Let $U,V$ be two Brownian motions. In class we have seen that if $U$ and $V$ are independent, then $B:=xU+\sqrt{1-x^2}V$ is a Brownian motion for $x\in [-1,1]$. Now I asked myself if the independence is really needed. I think so and I would do the following counterexample otherwise:
Let us assume $U=V$ then they are dependent. And $B_t=xU_t+\sqrt{1-x^2}U_t$. Then $$\begin{align}\operatorname{cov}(B_t,B_s)&=\operatorname{cov}\left(xU_t+\sqrt{1-x^2}U_t,xU_s+\sqrt{1-x^2}U_s\right)\\&=x^2(t\wedge s)+2x\sqrt{1-x^2}(t\wedge s)+(1-x^2)(t\wedge s)\\&=(t\wedge s)+2x\sqrt{1-x^2} (t\wedge s)\\&=(t\wedge s)\left(1+2x\sqrt{1-x^2}\right)\end{align}$$We know that $B$ is a Brownian motion iff $\left(1+2x\sqrt{1-x^2}\right)=1$ or equivalently $2x\sqrt{1-x^2}=0$ which implies $x=0$ or $x=\pm 1$. But if I take $x\in (-1,1)\setminus\{0\}$ then I think that I have found an example which shows that independence is needed.
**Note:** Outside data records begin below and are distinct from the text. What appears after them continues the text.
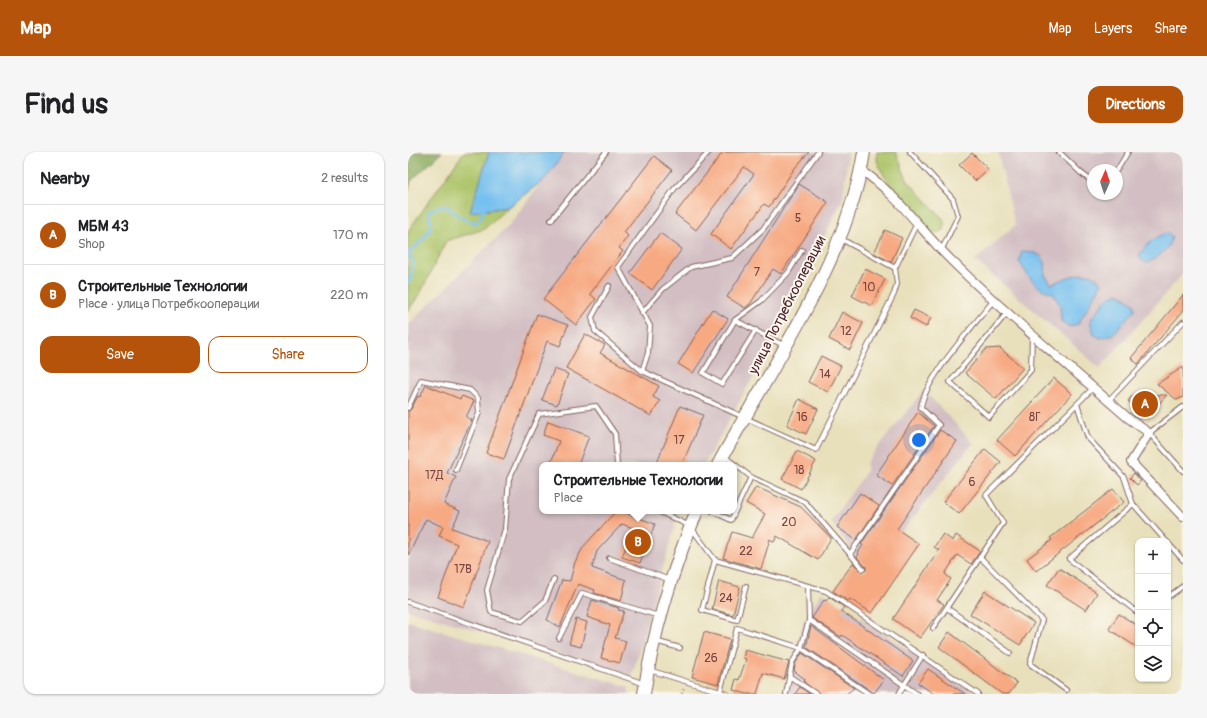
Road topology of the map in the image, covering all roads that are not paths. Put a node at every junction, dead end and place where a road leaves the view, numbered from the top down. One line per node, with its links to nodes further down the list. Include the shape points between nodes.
1 (606, 152): 11 (lane)
2 (709, 152): 19 (lane, via 675,188 618,267)
3 (818, 152): 19 (lane, via 763,228 732,258 691,267 663,289)
4 (864, 152): 9 (main road, улица Потребкооперации)
5 (910, 152): 15 (lane, via 953,199 958,216)
6 (1059, 152): 10 (lane)
7 (1128, 152): 8 (lane)
8 (1121, 164)
9 (861, 170): 12 (street, via 889,190); 13 (main road, улица Потребкооперации)
10 (1087, 178)
11 (551, 220)
12 (917, 223): 15 (street); 16 (lane)
13 (839, 238): 16 (lane); 25 (main road, улица Потребкооперации)
14 (802, 250): 21 (lane, via 788,273 761,300)
15 (941, 251): 18 (street)
16 (895, 268): 32 (lane, via 897,284 894,294 816,450)
17 (609, 286): 26 (lane, via 592,317 595,331)
18 (993, 301): 20 (street); 50 (lane, via 934,377 922,399 921,408 940,425)
19 (642, 313): 26 (lane, via 650,326 648,352)
20 (1006, 314): 24 (street); 24 (lane, via 950,382 990,417 1032,370)
21 (735, 320): 23 (lane); 23 (lane, via 703,373 722,384)
22 (1183, 322): 28 (lane)
23 (756, 330): 25 (lane)
24 (1032, 334): 27 (street)
25 (785, 346): 32 (main road, улица Потребкооперации)
26 (642, 371): 32 (lane)
27 (1093, 388): 28 (street); 29 (lane)
28 (1108, 401): 33 (street)
29 (1077, 404): 40 (lane, via 1088,438 1124,476); 51 (lane, via 986,495 1003,523)
30 (1183, 407): 33 (lane)
31 (408, 408): 37 (lane, via 421,380 470,390 478,398 478,413)
32 (744, 418): 34 (main road, улица Потребкооперации)
33 (1149, 433): 38 (lane); 46 (street, via 1131,462)
34 (721, 460)
35 (617, 462): 56 (lane, via 615,434 596,406 539,414 509,479 505,529 487,590 491,612 522,621 545,601)
36 (737, 469): 39 (lane)
37 (456, 470)
38 (1183, 471)
39 (751, 477): 41 (lane); 50 (lane, via 805,502)
40 (1133, 504): 48 (lane); 64 (lane, via 1069,559)
41 (737, 507)
42 (664, 514): 47 (lane)
43 (695, 514): 47 (main road)
44 (718, 514): 45 (lane, via 731,520)
45 (734, 514)
46 (1183, 517)
47 (690, 526): 53 (lane); 57 (main road)
48 (1163, 538)
49 (1171, 546): 54 (lane)
50 (850, 554): 55 (lane)
51 (980, 557): 63 (lane); 78 (lane, via 1042,620 1030,664)
52 (609, 558): 57 (lane)
53 (716, 560): 58 (lane, via 702,610 737,620); 59 (lane)
54 (1183, 560)
55 (863, 569)
56 (554, 579)
57 (672, 580): 65 (main road)
58 (746, 586)
59 (808, 586): 66 (lane); 73 (lane, via 826,590)
60 (1183, 586): 61 (lane)
61 (1171, 595)
62 (408, 602): 77 (lane)
63 (947, 608): 67 (lane); 72 (lane)
64 (1135, 611)
65 (662, 617): 68 (lane, via 582,593); 69 (main road)
66 (809, 620): 71 (lane); 76 (lane)
67 (933, 628)
68 (559, 638)
69 (655, 641): 70 (lane); 74 (main road)
70 (680, 648)
71 (800, 648): 75 (lane); 79 (lane, via 738,628); 83 (lane)
72 (1010, 653)
73 (923, 656): 76 (lane); 86 (lane)
74 (648, 670): 77 (main road); 79 (lane)
75 (789, 676): 81 (lane); 82 (lane)
76 (904, 685): 84 (lane); 85 (lane)
77 (645, 689)
78 (1066, 690)
79 (720, 692): 80 (lane)
80 (727, 694)
81 (786, 694)
82 (816, 694)
83 (869, 694)
84 (899, 694)
85 (917, 694)
86 (978, 694)

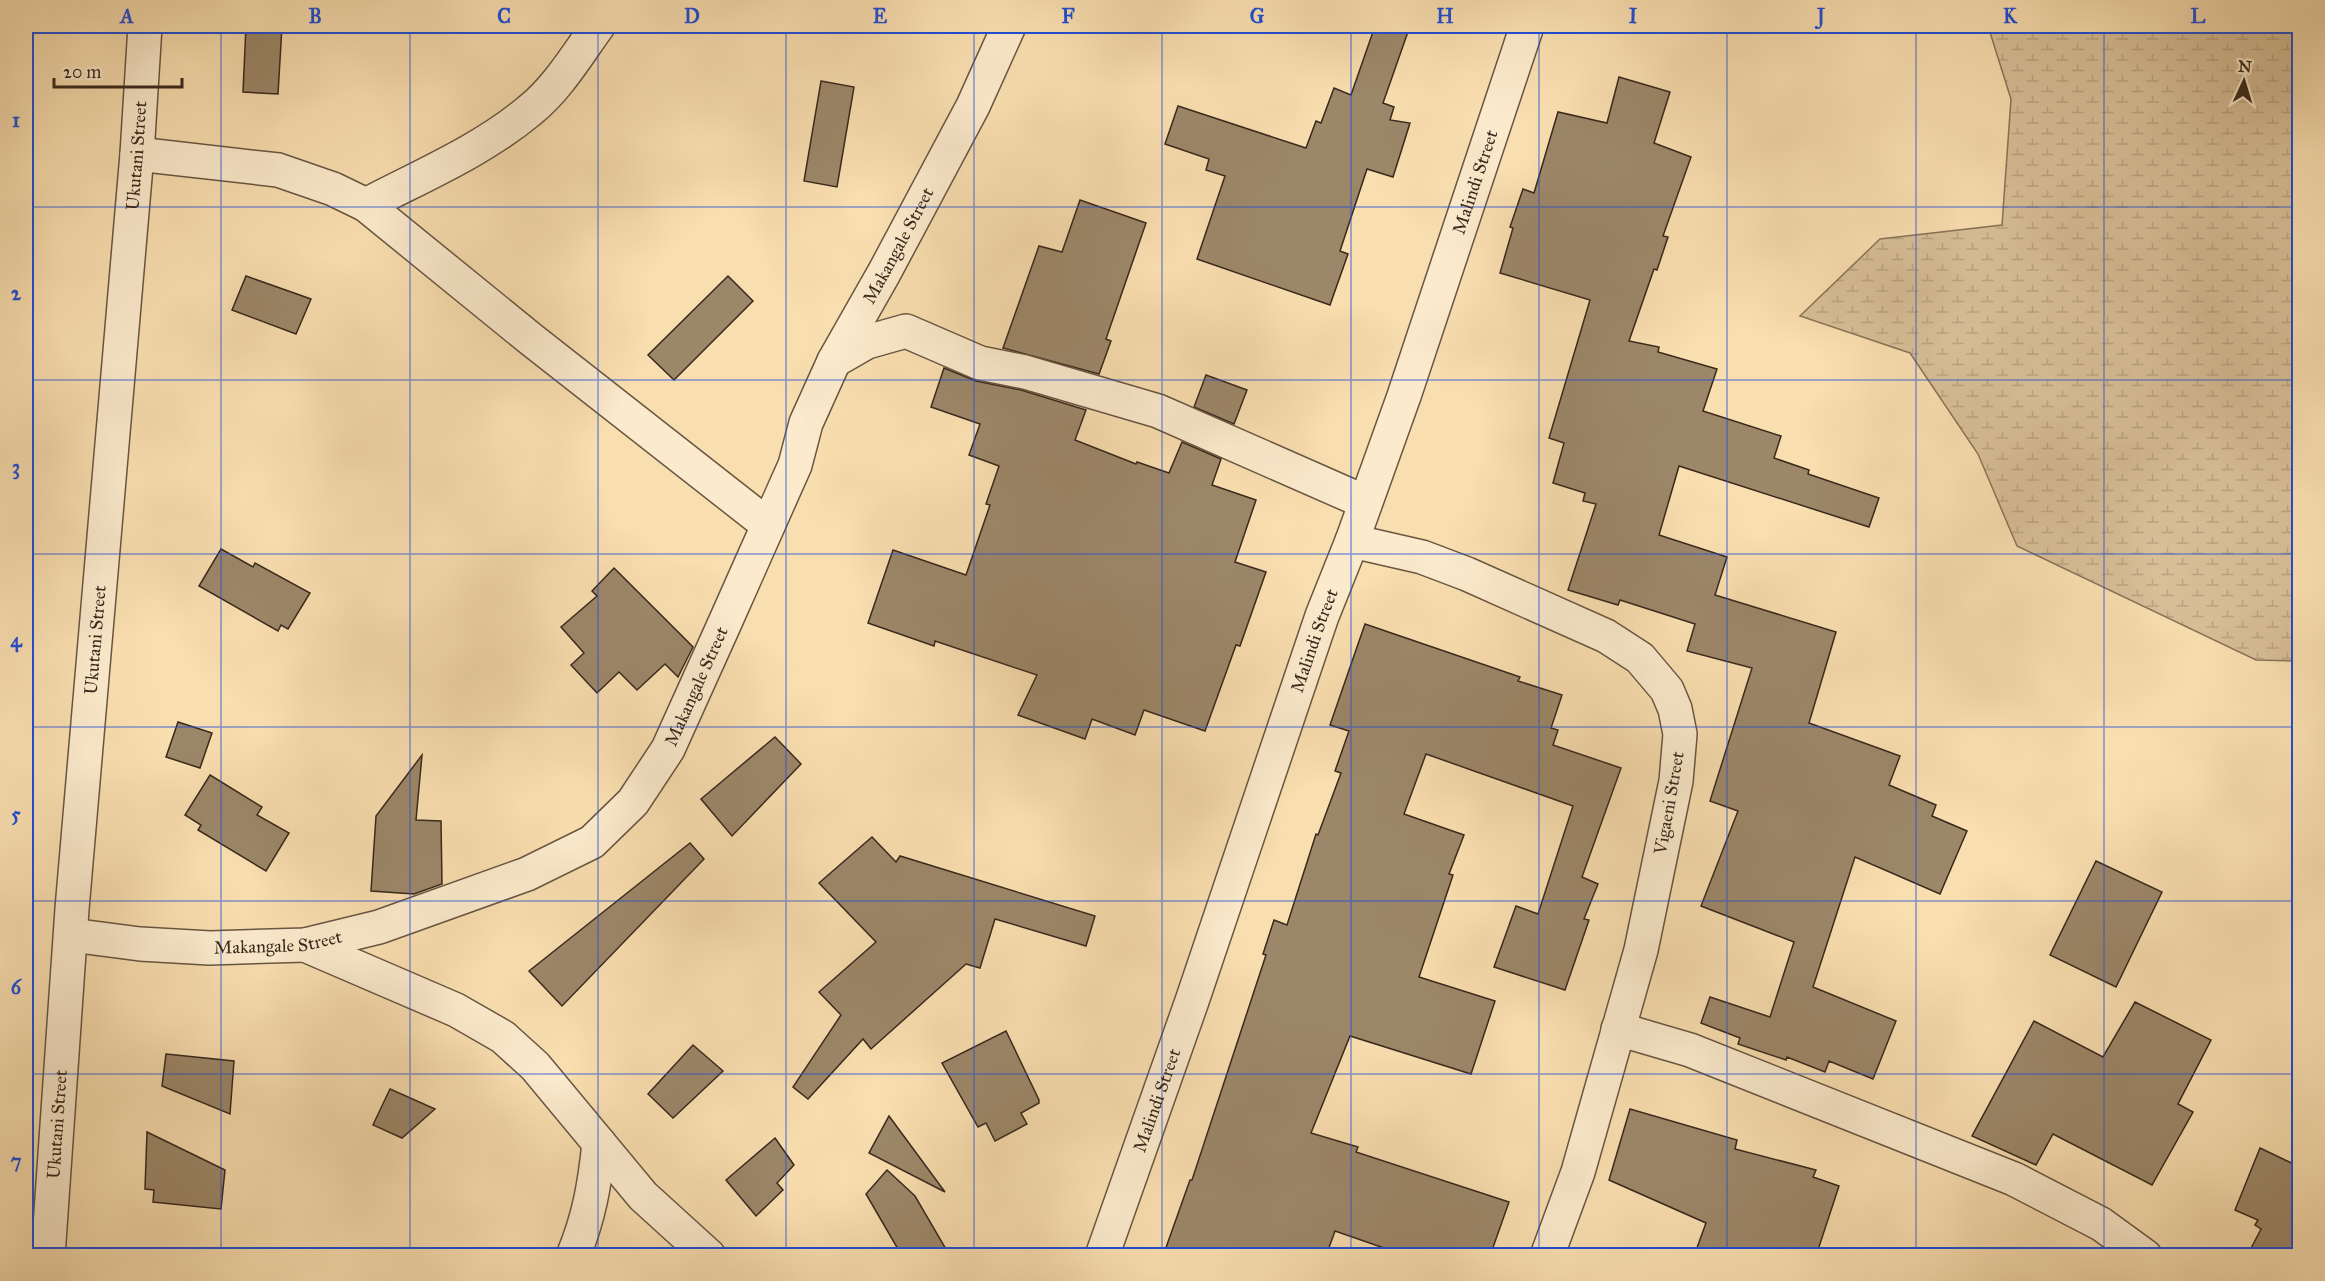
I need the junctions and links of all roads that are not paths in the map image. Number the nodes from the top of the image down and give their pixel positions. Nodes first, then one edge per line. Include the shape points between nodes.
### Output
1 (145, 26) edge
2 (598, 26) edge
3 (1009, 26) edge
4 (1527, 26) edge
5 (137, 154) junction
6 (366, 205) junction
7 (834, 361) junction
8 (1365, 502) junction
9 (768, 525) junction
10 (1352, 541) junction
11 (71, 935) junction
12 (305, 945) junction
13 (1618, 1029) junction
14 (599, 1143) junction
15 (48, 1256) edge
16 (573, 1256) edge
17 (709, 1256) edge
18 (1102, 1256) edge
19 (1547, 1256) edge
20 (2145, 1256) edge

1 - 5 street, Ukutani Street
2 - 6 street via 558,81 530,111 476,147
3 - 7 street, Makangale Street via 973,106
4 - 8 street, Malindi Street
5 - 6 street via 279,170
5 - 11 street, Ukutani Street
6 - 9 street
7 - 8 street via 867,342 906,331 980,363 1025,372 1158,411
7 - 9 street, Makangale Street
8 - 10 street, Malindi Street
9 - 12 street, Makangale Street via 668,749 633,802 592,842 527,874 457,900 379,927
10 - 13 street, Vigaeni Street via 1422,557 1606,636 1640,658 1667,690 1680,734 1676,781 1641,950
10 - 18 street, Malindi Street via 1322,616
11 - 12 street, Makangale Street via 210,948
11 - 15 street, Ukutani Street
12 - 14 street via 419,993 503,1037 535,1066
13 - 19 street, Vigaeni Street via 1578,1172
13 - 20 street via 1690,1050 2014,1179 2101,1224
14 - 16 street via 595,1192
14 - 17 street via 643,1196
Is this true or am I wrong?
Recall that Brownian motion must have quadratic variation $\left\langle B \right\rangle_t =t$. Suppose $U$ and $V$ are correlated Brownian motions, so that their quadratic covariation is $\left\langle U, V \right\rangle_t = \rho t$. Let's show that the cases you've identified are indeed the only cases which give you Brownian motion. Here I assume that $(U,V)$ is a $2$-dimensional Brownian motion.
Using the polarisation identities, we get:
\begin{align} \left\langle B \right\rangle_t &= x^2 \left\langle U \right\rangle_t + (1-x^2)\left\langle V \right\rangle_t + 2x\sqrt{1-x^2} \left\langle U,V \right\rangle_t \\ &= t + 2x \sqrt{1-x^2} \rho t \end{align}
This quantity is precisely $t$ when $\rho = 0$ (i.e. under the assumption that $(U,V)$ is 2-dimensional Brownian motion, that $U$ and $V$ are independent), or when $x = \pm 1$, as desired.